* [What you are asked to do]
Each line of the records containing "Port" is to be copied out and returned.

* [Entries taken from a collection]
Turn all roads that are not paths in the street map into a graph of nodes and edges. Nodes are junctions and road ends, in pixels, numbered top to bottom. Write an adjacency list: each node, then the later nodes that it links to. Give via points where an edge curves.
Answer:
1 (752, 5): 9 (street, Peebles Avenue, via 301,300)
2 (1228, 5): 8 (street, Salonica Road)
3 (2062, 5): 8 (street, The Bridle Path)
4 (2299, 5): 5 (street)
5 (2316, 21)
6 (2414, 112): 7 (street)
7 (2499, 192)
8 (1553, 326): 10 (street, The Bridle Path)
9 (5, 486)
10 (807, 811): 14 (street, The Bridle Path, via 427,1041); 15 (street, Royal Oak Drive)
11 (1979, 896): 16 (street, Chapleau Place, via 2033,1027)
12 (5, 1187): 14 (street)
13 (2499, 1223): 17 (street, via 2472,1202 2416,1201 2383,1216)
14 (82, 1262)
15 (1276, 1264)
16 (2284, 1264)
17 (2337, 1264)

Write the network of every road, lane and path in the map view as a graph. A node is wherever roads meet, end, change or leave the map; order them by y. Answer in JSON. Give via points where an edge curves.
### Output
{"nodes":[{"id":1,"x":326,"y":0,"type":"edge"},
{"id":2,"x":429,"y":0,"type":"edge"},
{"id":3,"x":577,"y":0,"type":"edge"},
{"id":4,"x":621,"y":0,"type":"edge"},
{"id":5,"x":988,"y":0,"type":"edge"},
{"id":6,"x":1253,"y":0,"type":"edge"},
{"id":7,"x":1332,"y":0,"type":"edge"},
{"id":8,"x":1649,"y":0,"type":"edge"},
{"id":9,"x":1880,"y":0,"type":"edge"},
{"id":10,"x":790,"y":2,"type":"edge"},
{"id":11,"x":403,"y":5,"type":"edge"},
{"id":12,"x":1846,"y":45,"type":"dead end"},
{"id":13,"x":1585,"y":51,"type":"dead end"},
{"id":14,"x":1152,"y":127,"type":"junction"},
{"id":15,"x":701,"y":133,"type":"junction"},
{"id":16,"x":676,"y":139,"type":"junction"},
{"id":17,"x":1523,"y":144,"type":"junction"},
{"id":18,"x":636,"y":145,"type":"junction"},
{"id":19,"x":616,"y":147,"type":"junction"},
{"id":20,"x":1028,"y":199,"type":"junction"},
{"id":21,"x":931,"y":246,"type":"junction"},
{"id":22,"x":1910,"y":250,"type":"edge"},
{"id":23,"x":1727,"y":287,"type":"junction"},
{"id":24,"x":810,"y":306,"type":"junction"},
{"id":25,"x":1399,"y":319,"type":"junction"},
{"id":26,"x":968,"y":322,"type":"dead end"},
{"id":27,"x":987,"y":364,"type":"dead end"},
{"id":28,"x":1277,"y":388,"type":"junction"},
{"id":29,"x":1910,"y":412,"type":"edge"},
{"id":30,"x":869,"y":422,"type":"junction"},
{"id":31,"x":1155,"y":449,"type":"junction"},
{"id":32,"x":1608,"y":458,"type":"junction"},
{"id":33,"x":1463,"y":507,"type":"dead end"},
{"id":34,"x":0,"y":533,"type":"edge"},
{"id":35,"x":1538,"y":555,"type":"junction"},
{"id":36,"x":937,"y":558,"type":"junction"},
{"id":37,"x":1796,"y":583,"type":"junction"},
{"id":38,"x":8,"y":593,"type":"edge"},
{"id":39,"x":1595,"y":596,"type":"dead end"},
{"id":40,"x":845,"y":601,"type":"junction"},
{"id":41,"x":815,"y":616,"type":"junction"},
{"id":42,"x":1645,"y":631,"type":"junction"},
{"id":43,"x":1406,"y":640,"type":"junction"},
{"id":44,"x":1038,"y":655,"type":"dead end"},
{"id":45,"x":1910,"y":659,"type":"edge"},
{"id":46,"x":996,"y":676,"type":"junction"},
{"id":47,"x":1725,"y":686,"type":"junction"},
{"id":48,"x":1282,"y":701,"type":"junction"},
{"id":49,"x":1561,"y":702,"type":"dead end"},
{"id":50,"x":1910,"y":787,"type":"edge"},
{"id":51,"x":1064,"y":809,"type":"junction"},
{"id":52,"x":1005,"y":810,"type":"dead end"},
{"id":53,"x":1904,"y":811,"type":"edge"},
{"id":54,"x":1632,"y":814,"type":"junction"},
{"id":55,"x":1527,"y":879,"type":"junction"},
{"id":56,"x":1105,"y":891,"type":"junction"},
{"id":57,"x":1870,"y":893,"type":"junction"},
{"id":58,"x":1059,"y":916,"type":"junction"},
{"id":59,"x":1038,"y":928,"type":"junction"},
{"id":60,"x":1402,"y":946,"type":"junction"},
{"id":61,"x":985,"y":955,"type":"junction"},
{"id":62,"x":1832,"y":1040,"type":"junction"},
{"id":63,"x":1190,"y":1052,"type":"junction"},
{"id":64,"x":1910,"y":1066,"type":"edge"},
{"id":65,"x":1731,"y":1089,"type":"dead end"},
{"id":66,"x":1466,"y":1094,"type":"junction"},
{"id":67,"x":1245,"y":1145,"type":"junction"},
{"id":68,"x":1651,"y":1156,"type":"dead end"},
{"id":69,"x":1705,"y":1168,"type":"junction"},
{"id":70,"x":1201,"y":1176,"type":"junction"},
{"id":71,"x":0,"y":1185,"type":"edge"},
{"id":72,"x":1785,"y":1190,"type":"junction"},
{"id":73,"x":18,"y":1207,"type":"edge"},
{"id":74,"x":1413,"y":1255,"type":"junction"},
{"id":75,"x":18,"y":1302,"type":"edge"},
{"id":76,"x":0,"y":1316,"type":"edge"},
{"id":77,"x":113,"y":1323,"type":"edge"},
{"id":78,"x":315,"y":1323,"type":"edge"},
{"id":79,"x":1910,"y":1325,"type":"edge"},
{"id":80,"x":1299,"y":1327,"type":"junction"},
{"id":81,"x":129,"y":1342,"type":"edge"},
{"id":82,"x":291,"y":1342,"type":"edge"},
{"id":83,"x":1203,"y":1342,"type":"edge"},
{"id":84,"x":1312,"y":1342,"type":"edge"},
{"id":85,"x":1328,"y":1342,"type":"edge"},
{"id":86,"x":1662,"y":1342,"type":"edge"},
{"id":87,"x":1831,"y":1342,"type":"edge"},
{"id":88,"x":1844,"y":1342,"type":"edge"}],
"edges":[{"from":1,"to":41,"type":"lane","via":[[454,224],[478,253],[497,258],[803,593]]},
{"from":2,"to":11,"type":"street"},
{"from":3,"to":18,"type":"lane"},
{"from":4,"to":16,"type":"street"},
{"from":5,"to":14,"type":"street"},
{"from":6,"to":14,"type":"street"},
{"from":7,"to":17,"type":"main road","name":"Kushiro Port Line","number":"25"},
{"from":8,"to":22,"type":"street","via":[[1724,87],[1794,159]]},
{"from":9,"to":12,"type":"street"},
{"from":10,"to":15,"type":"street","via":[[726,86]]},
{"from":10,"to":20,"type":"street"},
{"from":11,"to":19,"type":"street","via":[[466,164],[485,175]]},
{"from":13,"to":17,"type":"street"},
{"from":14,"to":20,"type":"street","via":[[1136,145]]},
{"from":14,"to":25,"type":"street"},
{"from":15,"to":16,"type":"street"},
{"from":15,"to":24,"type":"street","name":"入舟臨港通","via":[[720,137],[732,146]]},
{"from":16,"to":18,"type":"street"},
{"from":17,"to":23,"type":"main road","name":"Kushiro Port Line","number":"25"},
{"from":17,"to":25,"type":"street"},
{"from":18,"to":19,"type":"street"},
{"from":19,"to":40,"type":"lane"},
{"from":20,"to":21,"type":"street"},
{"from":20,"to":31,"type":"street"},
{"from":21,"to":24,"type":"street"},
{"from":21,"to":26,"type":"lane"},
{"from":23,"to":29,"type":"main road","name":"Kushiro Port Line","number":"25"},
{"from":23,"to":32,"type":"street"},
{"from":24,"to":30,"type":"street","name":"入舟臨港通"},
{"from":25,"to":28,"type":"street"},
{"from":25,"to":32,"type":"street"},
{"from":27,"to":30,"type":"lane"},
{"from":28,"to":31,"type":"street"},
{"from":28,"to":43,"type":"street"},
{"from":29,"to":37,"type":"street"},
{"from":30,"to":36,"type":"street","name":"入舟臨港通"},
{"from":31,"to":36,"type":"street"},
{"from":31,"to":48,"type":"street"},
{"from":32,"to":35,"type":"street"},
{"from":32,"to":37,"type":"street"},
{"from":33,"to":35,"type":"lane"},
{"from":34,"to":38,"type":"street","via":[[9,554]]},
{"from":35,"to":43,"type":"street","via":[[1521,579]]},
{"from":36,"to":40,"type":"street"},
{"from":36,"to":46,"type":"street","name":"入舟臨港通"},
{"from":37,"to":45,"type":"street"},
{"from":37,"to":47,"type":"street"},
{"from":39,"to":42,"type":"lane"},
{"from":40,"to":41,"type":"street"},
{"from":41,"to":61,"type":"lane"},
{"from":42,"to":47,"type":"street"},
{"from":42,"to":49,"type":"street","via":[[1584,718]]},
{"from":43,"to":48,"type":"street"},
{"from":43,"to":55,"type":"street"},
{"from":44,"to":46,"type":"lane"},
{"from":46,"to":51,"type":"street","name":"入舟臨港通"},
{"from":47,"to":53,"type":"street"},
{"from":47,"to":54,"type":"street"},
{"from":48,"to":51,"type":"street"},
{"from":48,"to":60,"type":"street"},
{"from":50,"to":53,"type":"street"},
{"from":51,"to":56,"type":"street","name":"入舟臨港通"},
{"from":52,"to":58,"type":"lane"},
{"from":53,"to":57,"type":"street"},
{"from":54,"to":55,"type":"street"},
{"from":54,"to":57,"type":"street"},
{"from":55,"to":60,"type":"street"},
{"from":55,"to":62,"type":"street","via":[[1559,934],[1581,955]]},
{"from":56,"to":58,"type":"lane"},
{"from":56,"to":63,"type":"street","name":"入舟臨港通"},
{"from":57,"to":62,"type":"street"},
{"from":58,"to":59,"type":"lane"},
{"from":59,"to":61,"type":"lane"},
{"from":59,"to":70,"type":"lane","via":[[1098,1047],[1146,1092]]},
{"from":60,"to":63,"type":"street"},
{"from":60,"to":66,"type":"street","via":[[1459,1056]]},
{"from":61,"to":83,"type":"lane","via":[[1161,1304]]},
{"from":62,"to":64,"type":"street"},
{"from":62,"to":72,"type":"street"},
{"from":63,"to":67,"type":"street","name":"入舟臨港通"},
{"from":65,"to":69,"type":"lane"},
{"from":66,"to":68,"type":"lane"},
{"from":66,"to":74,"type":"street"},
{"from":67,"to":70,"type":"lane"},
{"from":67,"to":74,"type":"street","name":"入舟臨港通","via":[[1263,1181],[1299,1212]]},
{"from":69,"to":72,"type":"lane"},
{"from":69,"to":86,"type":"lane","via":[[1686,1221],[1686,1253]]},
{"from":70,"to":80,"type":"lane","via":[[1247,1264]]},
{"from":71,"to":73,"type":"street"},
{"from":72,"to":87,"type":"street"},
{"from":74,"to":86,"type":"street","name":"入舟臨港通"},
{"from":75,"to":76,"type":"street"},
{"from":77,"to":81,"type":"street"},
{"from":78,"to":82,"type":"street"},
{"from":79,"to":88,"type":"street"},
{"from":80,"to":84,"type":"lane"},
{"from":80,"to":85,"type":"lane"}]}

* [Solution for this exercise]
{"from":7,"to":17,"type":"main road","name":"Kushiro Port Line","number":"25"},
{"from":17,"to":23,"type":"main road","name":"Kushiro Port Line","number":"25"},
{"from":23,"to":29,"type":"main road","name":"Kushiro Port Line","number":"25"},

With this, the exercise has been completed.